# What the exercise asks
From the data below, report how many lines contain the word "Pievesestina", giving the number and nothing else.

Saved entries:
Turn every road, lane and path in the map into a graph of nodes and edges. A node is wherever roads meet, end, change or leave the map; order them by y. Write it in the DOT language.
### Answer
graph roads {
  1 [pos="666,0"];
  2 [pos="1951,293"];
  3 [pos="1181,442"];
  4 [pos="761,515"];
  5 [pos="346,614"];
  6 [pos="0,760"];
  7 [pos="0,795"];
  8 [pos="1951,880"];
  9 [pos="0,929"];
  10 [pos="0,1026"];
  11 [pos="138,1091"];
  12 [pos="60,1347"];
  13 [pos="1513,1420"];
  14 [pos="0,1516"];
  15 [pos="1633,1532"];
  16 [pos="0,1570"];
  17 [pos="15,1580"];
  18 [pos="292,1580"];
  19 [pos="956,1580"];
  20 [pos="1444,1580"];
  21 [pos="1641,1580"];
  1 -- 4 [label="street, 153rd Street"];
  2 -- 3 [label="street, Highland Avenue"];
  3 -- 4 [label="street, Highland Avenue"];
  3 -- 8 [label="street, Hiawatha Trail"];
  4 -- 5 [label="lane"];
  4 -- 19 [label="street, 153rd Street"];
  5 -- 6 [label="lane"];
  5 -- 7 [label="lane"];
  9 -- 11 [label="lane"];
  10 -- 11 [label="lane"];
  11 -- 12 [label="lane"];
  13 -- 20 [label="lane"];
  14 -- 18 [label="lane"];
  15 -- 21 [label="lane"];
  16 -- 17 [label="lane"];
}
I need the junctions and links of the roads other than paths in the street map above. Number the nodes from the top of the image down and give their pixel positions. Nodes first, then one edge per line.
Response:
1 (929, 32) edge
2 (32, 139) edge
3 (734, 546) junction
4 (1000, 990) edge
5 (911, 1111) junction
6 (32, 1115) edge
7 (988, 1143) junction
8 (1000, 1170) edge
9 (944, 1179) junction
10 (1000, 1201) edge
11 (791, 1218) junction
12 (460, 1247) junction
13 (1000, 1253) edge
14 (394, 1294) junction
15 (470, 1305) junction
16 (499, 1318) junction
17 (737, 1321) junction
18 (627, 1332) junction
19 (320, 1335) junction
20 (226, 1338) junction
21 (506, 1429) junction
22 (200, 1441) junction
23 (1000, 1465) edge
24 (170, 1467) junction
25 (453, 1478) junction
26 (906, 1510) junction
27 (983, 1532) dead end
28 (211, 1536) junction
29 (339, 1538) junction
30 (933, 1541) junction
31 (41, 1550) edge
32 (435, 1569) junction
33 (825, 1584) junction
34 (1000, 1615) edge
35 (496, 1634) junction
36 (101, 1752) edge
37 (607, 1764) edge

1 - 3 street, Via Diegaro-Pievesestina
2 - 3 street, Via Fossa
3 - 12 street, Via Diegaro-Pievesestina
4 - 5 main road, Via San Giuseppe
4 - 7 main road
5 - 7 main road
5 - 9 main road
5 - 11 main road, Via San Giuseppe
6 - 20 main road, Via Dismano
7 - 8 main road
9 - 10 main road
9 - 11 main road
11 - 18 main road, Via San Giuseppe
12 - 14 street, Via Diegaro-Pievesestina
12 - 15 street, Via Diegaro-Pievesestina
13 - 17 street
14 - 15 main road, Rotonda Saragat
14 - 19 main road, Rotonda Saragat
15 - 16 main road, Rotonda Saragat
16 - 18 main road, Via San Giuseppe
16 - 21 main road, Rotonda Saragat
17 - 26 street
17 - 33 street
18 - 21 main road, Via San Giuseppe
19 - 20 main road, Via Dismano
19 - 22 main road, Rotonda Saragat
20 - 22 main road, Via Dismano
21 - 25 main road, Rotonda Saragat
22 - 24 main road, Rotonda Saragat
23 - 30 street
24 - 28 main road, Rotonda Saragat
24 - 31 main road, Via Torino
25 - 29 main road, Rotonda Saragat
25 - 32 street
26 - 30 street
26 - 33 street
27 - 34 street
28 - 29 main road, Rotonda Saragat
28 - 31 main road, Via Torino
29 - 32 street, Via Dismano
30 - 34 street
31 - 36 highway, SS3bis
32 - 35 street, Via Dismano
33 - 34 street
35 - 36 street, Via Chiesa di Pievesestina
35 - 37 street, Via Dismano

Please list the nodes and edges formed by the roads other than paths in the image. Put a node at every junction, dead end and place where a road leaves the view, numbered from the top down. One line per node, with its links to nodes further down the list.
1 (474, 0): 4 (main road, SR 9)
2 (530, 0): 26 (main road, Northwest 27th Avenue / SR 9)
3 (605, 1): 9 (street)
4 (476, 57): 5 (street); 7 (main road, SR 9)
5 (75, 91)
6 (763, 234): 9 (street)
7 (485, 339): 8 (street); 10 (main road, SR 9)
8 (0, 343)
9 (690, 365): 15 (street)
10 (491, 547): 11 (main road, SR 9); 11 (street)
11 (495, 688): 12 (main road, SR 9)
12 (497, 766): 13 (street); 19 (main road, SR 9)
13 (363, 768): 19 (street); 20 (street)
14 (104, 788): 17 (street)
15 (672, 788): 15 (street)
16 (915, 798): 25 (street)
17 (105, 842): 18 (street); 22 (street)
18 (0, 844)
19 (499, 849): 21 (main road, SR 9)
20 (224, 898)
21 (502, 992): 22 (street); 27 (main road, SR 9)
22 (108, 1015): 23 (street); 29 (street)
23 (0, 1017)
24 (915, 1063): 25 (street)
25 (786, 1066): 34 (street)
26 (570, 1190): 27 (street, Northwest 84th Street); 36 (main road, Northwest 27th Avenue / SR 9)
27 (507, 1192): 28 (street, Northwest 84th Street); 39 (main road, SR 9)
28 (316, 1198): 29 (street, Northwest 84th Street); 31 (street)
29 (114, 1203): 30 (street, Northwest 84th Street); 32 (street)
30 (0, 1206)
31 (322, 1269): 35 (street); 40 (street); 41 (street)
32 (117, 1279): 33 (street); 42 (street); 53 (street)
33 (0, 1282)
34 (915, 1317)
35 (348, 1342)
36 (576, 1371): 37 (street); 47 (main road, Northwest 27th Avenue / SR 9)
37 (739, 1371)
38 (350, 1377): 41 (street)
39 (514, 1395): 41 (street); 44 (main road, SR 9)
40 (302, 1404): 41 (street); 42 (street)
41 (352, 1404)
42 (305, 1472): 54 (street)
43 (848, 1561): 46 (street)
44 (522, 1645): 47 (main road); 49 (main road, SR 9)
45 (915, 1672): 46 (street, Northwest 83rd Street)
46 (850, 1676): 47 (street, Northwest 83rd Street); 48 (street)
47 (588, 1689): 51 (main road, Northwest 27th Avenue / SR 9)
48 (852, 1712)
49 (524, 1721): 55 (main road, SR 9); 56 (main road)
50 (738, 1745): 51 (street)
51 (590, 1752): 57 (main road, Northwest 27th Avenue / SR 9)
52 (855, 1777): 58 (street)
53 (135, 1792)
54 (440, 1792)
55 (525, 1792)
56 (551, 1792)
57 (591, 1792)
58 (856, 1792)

# Solution
5